**Problem description**
Each line of the records below that holds "lane" should be returned.

^^^^

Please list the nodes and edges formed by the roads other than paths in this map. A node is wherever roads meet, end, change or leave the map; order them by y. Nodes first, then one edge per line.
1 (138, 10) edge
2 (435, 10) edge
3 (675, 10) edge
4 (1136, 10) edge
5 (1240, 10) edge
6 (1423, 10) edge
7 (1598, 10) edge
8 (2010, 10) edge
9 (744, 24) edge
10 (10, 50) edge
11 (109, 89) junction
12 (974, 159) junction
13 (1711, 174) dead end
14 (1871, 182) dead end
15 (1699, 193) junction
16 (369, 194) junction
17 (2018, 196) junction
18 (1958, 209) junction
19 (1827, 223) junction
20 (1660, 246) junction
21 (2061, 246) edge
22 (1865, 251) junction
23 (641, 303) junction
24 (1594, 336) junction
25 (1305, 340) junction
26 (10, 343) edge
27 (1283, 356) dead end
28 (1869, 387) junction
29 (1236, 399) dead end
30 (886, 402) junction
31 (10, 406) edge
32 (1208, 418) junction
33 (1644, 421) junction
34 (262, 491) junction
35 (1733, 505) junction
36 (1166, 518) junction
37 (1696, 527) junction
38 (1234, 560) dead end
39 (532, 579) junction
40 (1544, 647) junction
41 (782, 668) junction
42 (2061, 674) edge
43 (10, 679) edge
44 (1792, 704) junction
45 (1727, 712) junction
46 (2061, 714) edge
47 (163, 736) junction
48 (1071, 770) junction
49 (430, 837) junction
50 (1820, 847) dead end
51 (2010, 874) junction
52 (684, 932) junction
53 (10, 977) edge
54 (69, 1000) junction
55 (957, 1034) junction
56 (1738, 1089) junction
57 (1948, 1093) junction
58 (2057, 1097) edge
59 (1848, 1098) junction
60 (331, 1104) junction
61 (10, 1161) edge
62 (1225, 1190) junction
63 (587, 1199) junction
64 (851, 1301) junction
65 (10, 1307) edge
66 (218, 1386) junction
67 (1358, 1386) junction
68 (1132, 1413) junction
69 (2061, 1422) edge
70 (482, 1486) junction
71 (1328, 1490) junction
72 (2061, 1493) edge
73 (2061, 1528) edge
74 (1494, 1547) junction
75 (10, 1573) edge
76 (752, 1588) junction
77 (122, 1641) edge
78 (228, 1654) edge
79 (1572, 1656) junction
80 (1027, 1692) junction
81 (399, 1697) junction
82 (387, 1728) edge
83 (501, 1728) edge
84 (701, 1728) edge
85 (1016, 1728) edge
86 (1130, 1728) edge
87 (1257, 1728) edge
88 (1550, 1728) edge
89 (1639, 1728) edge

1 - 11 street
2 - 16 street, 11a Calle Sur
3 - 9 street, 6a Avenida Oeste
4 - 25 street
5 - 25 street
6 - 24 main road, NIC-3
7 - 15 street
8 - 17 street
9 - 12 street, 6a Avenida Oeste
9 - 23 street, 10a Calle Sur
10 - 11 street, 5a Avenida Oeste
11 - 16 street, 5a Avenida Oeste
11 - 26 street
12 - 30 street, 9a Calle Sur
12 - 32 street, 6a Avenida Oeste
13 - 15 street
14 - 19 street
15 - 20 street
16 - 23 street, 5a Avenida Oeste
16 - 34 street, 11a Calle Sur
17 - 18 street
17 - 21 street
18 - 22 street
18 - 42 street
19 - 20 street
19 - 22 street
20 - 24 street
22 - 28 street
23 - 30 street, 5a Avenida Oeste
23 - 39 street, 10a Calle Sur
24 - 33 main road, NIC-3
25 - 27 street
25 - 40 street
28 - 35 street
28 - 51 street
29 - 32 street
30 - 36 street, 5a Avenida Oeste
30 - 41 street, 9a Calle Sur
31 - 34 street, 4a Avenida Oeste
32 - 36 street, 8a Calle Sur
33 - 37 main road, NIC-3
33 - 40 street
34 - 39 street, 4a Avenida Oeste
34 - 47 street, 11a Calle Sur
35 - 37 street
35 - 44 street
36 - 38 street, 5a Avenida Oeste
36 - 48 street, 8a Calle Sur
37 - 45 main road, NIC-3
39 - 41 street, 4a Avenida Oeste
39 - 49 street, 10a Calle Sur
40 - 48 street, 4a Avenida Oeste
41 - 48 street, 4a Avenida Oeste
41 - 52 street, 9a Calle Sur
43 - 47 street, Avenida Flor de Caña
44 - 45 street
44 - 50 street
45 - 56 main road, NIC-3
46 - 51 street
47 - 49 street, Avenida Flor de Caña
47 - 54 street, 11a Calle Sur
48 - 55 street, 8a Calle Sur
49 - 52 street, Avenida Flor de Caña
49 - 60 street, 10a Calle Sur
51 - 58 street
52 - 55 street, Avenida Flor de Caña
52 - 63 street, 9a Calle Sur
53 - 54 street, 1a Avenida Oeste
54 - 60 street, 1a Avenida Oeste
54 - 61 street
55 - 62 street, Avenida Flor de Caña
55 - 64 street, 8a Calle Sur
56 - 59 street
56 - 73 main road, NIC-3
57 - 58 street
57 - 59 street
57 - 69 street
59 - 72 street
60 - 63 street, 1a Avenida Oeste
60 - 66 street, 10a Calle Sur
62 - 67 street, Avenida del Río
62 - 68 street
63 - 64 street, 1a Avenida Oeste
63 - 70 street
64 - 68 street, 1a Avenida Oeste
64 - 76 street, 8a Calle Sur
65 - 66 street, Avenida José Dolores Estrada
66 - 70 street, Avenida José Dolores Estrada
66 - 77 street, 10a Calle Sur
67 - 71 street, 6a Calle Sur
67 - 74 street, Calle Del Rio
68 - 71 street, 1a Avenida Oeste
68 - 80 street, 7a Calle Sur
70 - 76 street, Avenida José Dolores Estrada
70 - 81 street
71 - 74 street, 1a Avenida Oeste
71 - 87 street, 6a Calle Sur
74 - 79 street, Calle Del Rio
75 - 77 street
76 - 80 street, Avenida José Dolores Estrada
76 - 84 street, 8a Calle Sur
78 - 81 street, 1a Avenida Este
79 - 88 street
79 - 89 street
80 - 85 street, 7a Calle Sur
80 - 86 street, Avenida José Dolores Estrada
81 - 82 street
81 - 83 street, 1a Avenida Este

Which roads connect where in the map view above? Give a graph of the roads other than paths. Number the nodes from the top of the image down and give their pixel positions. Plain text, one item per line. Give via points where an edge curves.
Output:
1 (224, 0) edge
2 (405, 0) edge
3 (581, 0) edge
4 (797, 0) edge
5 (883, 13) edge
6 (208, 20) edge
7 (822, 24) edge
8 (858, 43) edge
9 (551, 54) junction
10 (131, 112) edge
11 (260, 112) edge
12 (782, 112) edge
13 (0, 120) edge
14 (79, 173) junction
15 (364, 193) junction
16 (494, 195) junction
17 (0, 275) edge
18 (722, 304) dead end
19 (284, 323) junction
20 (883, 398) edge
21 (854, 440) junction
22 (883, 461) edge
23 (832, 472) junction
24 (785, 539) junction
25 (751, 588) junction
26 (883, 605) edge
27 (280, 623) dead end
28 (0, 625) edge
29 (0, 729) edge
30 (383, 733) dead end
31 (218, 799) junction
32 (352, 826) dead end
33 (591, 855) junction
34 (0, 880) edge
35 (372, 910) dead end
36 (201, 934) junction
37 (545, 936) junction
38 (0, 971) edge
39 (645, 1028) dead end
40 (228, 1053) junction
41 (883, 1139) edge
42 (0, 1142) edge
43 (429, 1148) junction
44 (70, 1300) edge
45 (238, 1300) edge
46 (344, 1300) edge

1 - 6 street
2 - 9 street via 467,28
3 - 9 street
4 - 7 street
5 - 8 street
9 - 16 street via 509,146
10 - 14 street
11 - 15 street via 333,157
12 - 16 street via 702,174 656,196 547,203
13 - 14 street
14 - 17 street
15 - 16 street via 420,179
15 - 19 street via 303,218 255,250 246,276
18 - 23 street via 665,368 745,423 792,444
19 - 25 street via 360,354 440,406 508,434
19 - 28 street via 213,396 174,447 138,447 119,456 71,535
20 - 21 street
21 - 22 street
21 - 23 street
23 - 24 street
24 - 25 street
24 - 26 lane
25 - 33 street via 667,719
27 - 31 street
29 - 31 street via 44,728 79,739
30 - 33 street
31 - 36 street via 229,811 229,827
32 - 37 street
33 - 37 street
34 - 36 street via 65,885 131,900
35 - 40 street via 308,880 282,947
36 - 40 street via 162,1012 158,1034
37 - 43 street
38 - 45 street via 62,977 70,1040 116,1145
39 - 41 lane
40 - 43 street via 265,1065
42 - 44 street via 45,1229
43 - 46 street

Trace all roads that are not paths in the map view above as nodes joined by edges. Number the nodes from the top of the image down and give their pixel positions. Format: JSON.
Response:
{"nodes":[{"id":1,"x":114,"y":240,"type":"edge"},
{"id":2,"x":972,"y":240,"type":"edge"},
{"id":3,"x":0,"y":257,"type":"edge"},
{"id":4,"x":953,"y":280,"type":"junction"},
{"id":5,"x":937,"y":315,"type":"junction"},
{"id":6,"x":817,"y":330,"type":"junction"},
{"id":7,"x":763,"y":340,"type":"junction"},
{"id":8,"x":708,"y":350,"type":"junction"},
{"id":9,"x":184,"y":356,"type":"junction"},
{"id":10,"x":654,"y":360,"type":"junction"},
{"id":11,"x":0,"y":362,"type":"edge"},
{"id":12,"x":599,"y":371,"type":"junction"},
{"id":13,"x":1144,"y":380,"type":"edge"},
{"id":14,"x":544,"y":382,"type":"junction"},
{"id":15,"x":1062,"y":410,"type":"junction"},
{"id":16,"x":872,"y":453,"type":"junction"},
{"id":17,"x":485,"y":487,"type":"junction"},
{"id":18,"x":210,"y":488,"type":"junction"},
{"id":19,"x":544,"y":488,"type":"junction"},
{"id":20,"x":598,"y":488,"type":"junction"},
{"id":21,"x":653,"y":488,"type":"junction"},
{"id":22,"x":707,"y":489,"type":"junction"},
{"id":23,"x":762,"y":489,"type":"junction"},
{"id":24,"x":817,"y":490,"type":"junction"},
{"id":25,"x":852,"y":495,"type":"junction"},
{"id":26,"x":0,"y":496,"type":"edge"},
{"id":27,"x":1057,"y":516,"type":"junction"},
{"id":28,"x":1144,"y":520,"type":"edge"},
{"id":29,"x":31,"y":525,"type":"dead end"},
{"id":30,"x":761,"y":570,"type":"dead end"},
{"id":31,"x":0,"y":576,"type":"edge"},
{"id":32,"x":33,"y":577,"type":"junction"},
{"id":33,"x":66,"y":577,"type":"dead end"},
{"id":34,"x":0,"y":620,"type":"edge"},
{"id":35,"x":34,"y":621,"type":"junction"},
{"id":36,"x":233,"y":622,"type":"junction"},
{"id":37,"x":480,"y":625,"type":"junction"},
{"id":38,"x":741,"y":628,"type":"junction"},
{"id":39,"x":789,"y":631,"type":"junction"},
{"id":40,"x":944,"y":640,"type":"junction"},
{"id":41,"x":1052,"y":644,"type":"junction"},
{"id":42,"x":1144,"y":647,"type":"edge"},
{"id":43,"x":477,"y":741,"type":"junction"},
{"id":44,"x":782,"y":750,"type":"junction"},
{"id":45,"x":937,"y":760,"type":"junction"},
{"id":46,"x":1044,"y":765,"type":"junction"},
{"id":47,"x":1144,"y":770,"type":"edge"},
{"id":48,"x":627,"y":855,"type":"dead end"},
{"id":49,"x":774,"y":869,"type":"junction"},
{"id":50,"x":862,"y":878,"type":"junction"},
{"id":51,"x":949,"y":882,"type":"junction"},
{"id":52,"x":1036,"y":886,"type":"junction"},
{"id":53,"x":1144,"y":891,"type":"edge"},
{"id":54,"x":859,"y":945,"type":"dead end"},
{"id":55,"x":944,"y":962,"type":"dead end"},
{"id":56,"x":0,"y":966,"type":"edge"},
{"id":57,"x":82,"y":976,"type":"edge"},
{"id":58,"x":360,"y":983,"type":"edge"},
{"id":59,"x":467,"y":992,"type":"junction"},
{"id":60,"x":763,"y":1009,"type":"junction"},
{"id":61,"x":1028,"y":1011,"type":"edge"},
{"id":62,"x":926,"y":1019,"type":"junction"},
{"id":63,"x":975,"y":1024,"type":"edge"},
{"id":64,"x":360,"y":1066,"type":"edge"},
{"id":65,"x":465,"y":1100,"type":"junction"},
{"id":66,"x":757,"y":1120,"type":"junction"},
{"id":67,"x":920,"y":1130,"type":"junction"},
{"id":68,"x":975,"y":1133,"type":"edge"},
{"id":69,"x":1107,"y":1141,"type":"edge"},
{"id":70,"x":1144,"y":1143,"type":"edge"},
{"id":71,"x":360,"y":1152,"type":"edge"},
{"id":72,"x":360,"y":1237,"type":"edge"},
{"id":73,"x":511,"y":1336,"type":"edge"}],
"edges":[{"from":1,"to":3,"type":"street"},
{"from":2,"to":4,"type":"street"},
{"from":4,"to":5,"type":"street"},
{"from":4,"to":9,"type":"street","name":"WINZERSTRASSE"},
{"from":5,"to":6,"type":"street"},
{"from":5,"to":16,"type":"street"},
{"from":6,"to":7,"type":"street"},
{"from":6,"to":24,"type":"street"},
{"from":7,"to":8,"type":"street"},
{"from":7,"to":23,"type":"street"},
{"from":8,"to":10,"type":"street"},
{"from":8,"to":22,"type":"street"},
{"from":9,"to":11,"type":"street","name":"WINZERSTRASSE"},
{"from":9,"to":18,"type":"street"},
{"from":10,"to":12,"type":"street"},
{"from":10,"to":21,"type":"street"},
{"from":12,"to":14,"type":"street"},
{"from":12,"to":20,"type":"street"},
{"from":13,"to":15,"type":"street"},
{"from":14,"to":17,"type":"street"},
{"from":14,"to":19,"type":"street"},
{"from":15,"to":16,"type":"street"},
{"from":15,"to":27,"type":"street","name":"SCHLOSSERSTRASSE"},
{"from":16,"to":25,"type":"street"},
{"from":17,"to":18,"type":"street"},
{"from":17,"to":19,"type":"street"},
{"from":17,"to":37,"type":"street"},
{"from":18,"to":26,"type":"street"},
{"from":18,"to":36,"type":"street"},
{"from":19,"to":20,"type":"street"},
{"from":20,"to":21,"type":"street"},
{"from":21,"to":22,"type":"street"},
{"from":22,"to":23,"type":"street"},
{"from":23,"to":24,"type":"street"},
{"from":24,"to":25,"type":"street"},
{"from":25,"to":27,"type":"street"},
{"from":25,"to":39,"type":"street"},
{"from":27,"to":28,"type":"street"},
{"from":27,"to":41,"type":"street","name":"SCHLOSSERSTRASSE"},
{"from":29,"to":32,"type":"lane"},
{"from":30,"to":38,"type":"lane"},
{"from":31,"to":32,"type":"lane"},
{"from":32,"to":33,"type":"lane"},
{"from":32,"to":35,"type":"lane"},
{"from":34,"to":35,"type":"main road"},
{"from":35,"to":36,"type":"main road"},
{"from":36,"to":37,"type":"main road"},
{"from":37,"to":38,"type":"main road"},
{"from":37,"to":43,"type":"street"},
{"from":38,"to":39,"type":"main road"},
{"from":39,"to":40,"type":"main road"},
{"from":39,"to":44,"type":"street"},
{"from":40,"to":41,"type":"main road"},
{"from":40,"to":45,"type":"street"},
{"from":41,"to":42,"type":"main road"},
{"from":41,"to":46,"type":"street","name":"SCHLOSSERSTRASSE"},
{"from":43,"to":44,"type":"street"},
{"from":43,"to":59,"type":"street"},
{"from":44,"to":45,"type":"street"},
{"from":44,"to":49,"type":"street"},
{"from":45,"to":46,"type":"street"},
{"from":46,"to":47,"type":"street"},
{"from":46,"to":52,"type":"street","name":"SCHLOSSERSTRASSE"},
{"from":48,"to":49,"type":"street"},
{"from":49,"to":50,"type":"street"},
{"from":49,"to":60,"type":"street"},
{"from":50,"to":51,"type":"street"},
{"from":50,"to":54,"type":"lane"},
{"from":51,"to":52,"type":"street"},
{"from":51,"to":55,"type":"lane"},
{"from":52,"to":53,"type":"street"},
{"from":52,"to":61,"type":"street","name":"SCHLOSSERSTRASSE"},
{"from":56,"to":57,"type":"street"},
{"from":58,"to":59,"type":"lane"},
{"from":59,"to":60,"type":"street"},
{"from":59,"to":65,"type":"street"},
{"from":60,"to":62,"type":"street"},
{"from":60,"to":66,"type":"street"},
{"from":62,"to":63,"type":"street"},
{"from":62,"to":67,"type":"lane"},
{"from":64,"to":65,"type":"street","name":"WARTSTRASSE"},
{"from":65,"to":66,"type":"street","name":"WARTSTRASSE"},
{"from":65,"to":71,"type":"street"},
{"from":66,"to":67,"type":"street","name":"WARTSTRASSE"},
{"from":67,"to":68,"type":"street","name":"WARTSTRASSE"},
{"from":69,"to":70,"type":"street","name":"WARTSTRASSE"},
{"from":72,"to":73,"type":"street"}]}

^^^^

**Written solution**
24 - 26 lane
39 - 41 lane
{"from":29,"to":32,"type":"lane"},
{"from":30,"to":38,"type":"lane"},
{"from":31,"to":32,"type":"lane"},
{"from":32,"to":33,"type":"lane"},
{"from":32,"to":35,"type":"lane"},
{"from":50,"to":54,"type":"lane"},
{"from":51,"to":55,"type":"lane"},
{"from":58,"to":59,"type":"lane"},
{"from":62,"to":67,"type":"lane"},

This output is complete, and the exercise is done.